• What is being asked: Check every line of the entries that follow, and copy the ones containing "graph".

*** Data supplied ***

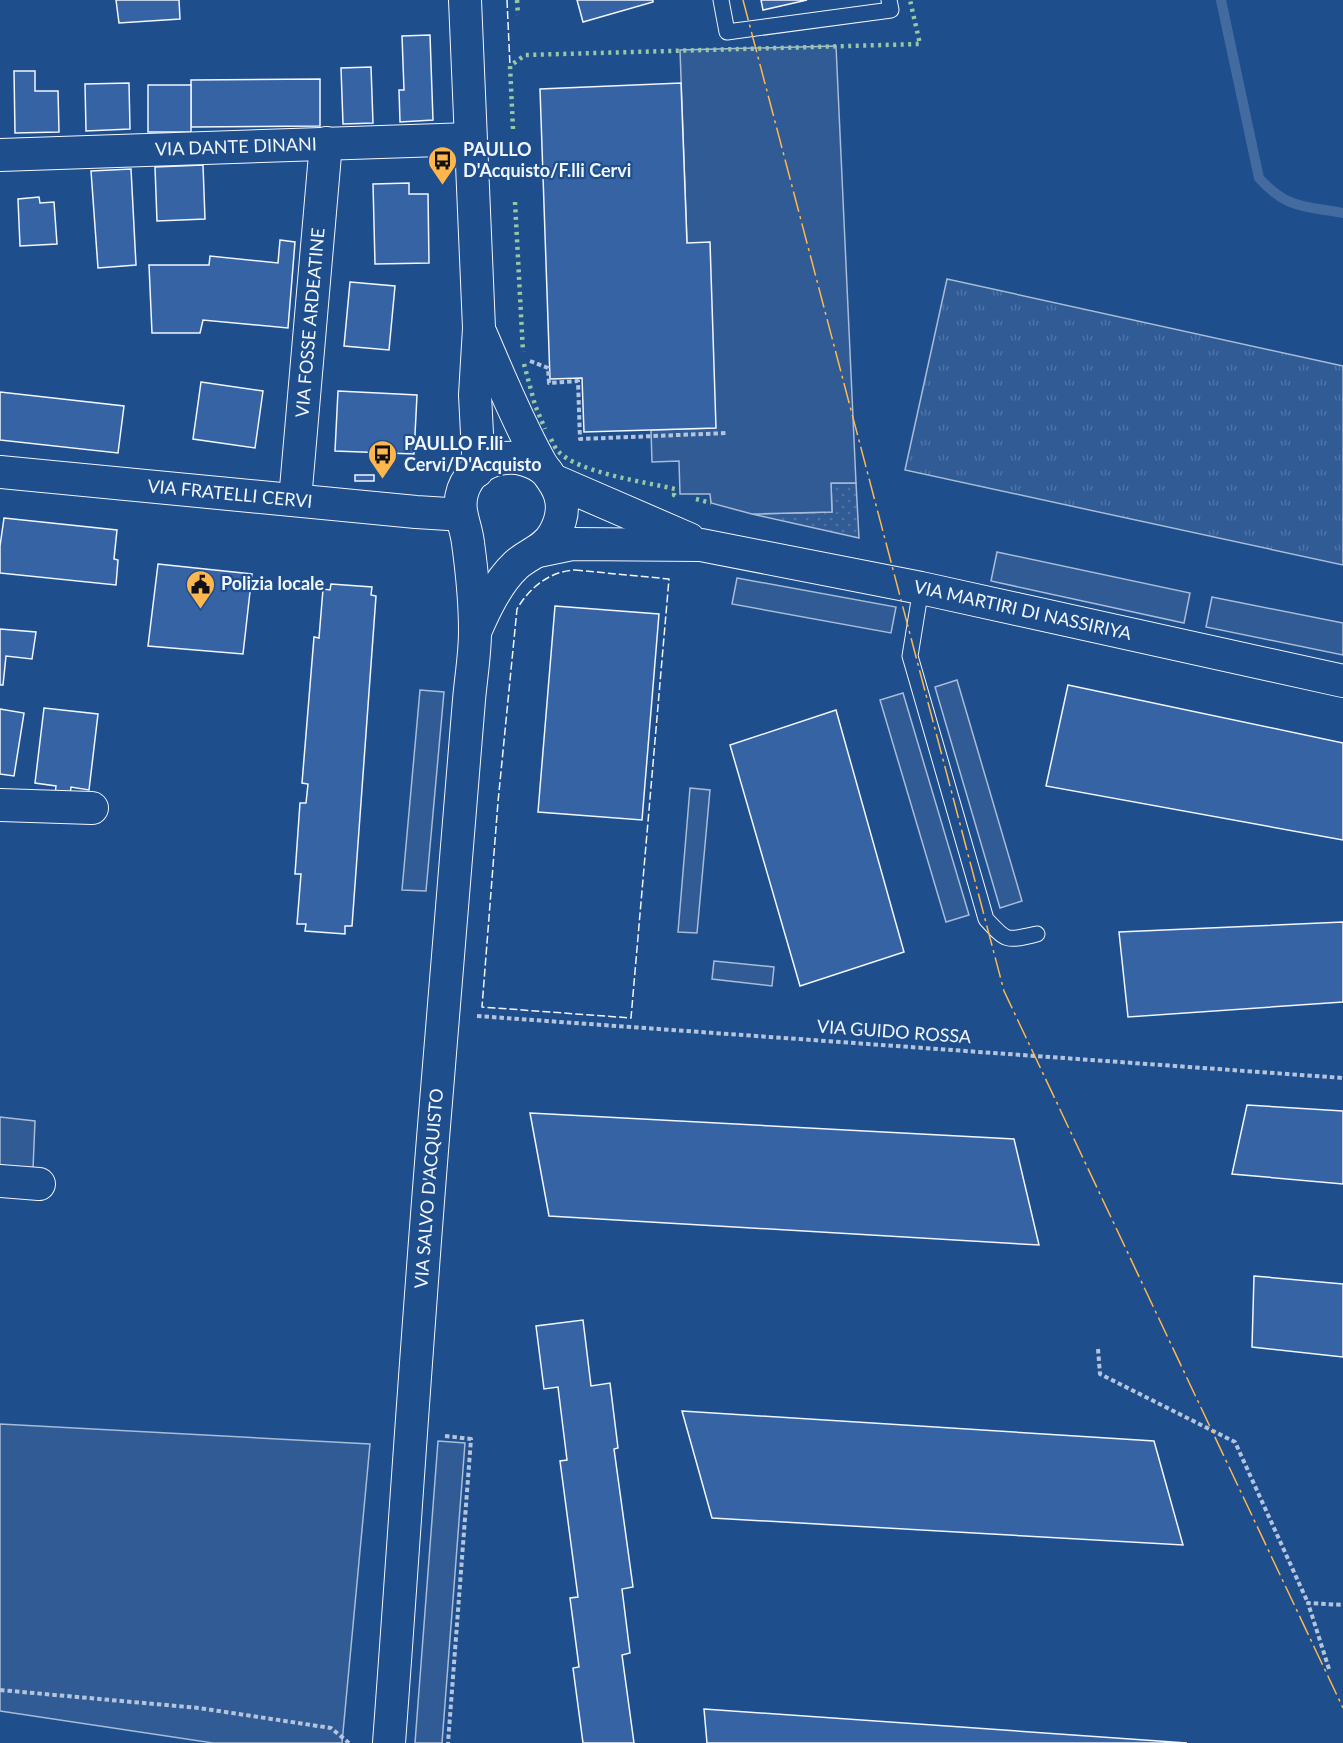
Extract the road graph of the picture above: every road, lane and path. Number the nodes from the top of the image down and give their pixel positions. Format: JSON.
{"nodes":[{"id":1,"x":465,"y":0,"type":"edge"},
{"id":2,"x":721,"y":0,"type":"edge"},
{"id":3,"x":889,"y":0,"type":"edge"},
{"id":4,"x":470,"y":139,"type":"junction"},
{"id":5,"x":326,"y":143,"type":"junction"},
{"id":6,"x":0,"y":155,"type":"edge"},
{"id":7,"x":479,"y":328,"type":"junction"},
{"id":8,"x":491,"y":357,"type":"junction"},
{"id":9,"x":728,"y":433,"type":"dead end"},
{"id":10,"x":477,"y":471,"type":"junction"},
{"id":11,"x":0,"y":472,"type":"edge"},
{"id":12,"x":550,"y":476,"type":"junction"},
{"id":13,"x":295,"y":500,"type":"junction"},
{"id":14,"x":463,"y":520,"type":"junction"},
{"id":15,"x":700,"y":544,"type":"junction"},
{"id":16,"x":534,"y":553,"type":"junction"},
{"id":17,"x":921,"y":588,"type":"junction"},
{"id":18,"x":475,"y":633,"type":"junction"},
{"id":19,"x":1343,"y":681,"type":"edge"},
{"id":20,"x":0,"y":805,"type":"edge"},
{"id":21,"x":92,"y":808,"type":"dead end"},
{"id":22,"x":1037,"y":934,"type":"dead end"},
{"id":23,"x":443,"y":1013,"type":"junction"},
{"id":24,"x":1343,"y":1078,"type":"edge"},
{"id":25,"x":0,"y":1181,"type":"edge"},
{"id":26,"x":39,"y":1184,"type":"dead end"},
{"id":27,"x":1098,"y":1349,"type":"dead end"},
{"id":28,"x":414,"y":1417,"type":"junction"},
{"id":29,"x":1308,"y":1603,"type":"junction"},
{"id":30,"x":1343,"y":1605,"type":"edge"},
{"id":31,"x":1329,"y":1669,"type":"dead end"},
{"id":32,"x":0,"y":1690,"type":"edge"},
{"id":33,"x":349,"y":1743,"type":"edge"},
{"id":34,"x":389,"y":1743,"type":"edge"},
{"id":35,"x":448,"y":1743,"type":"edge"}],
"edges":[{"from":1,"to":4,"type":"street"},
{"from":2,"to":3,"type":"lane"},
{"from":4,"to":5,"type":"street","name":"VIA DANTE DINANI"},
{"from":4,"to":7,"type":"street"},
{"from":5,"to":6,"type":"street","name":"VIA DANTE DINANI"},
{"from":5,"to":13,"type":"street","name":"VIA FOSSE ARDEATINE"},
{"from":7,"to":8,"type":"street"},
{"from":7,"to":10,"type":"street"},
{"from":8,"to":9,"type":"path"},
{"from":8,"to":12,"type":"street"},
{"from":10,"to":12,"type":"street"},
{"from":10,"to":14,"type":"street"},
{"from":11,"to":13,"type":"street","name":"VIA FRATELLI CERVI"},
{"from":12,"to":15,"type":"street","name":"VIA MARTIRI DI NASSIRIYA"},
{"from":12,"to":16,"type":"street"},
{"from":13,"to":14,"type":"street","name":"VIA FRATELLI CERVI"},
{"from":14,"to":16,"type":"street"},
{"from":14,"to":18,"type":"street"},
{"from":15,"to":16,"type":"street","name":"VIA MARTIRI DI NASSIRIYA"},
{"from":15,"to":17,"type":"street","name":"VIA MARTIRI DI NASSIRIYA"},
{"from":16,"to":18,"type":"street"},
{"from":17,"to":19,"type":"street","name":"VIA MARTIRI DI NASSIRIYA"},
{"from":17,"to":22,"type":"lane"},
{"from":18,"to":23,"type":"street","name":"VIA SALVO D'ACQUISTO"},
{"from":20,"to":21,"type":"street"},
{"from":23,"to":24,"type":"path","name":"VIA GUIDO ROSSA"},
{"from":23,"to":28,"type":"street","name":"VIA SALVO D'ACQUISTO"},
{"from":25,"to":26,"type":"street"},
{"from":27,"to":29,"type":"path"},
{"from":28,"to":34,"type":"street","name":"VIA SALVO D'ACQUISTO"},
{"from":28,"to":35,"type":"path"},
{"from":29,"to":30,"type":"path"},
{"from":29,"to":31,"type":"path"},
{"from":32,"to":33,"type":"path"}]}
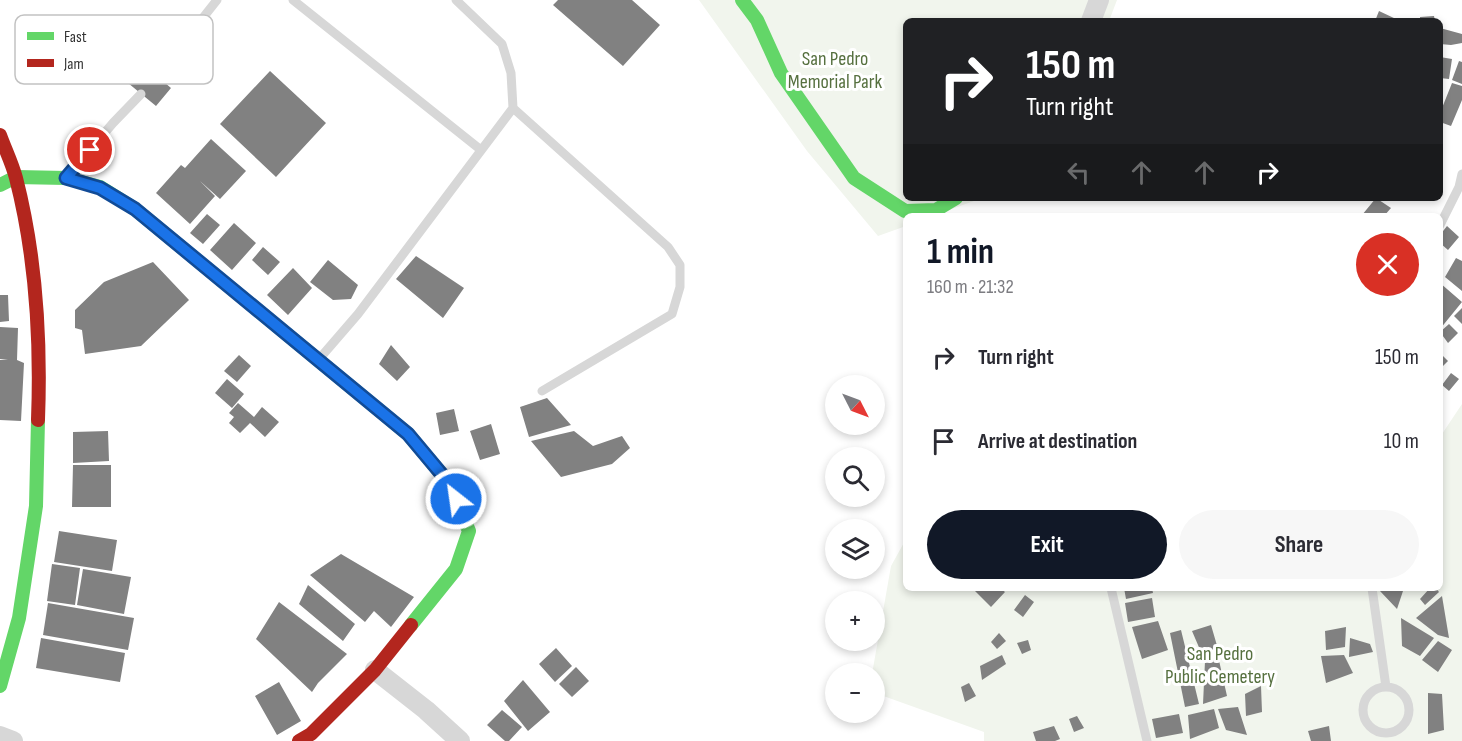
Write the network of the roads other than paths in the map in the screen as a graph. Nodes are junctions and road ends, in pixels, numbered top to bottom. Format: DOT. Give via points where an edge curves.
graph roads {
  1 [pos="217,0"];
  2 [pos="292,0"];
  3 [pos="456,0"];
  4 [pos="742,0"];
  5 [pos="1099,0"];
  6 [pos="205,15"];
  7 [pos="1092,18"];
  8 [pos="141,94"];
  9 [pos="513,108"];
  10 [pos="0,135"];
  11 [pos="481,150"];
  12 [pos="1462,174"];
  13 [pos="16,177"];
  14 [pos="66,178"];
  15 [pos="0,185"];
  16 [pos="951,201"];
  17 [pos="1443,219"];
  18 [pos="318,360"];
  19 [pos="542,391"];
  20 [pos="1112,591"];
  21 [pos="1371,591"];
  22 [pos="375,670"];
  23 [pos="0,686"];
  24 [pos="1386,687"];
  25 [pos="0,736"];
  26 [pos="1393,737"];
  27 [pos="13,741"];
  28 [pos="299,741"];
  29 [pos="460,741"];
  30 [pos="1147,741"];
  1 -- 6 [label="lane"];
  2 -- 11 [label="lane"];
  3 -- 9 [label="lane" via="502,44 511,73"];
  4 -- 16 [label="street" via="757,20 781,73 854,178 905,211 936,210"];
  5 -- 7 [label="street"];
  8 -- 14 [label="lane"];
  9 -- 11 [label="lane"];
  9 -- 19 [label="lane" via="668,247 680,265 680,287 672,314"];
  10 -- 13 [label="street"];
  11 -- 18 [label="lane" via="358,314"];
  12 -- 17 [label="lane"];
  13 -- 14 [label="street"];
  13 -- 15 [label="street"];
  13 -- 23 [label="street" via="33,269 40,368 36,506 19,618"];
  14 -- 18 [label="street" via="100,188 135,209"];
  18 -- 22 [label="street" via="408,434 449,483 469,531 456,569"];
  20 -- 30 [label="lane"];
  21 -- 24 [label="lane"];
  22 -- 28 [label="street" via="312,734"];
  22 -- 29 [label="street"];
  24 -- 26 [label="lane" via="1401,691 1409,703 1404,725"];
  24 -- 26 [label="lane" via="1366,698 1363,713 1370,727"];
  25 -- 27 [label="street"];
}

***

• Problem solution:
Extract the road graph of the picture above: every road, lane and path. Number the nodes from the top of the image down and give their pixel positions. Format: JSON.
Write the network of the roads other than paths in the map in the screen as a graph. Nodes are junctions and road ends, in pixels, numbered top to bottom. Format: DOT. Give via points where an edge curves.
graph roads {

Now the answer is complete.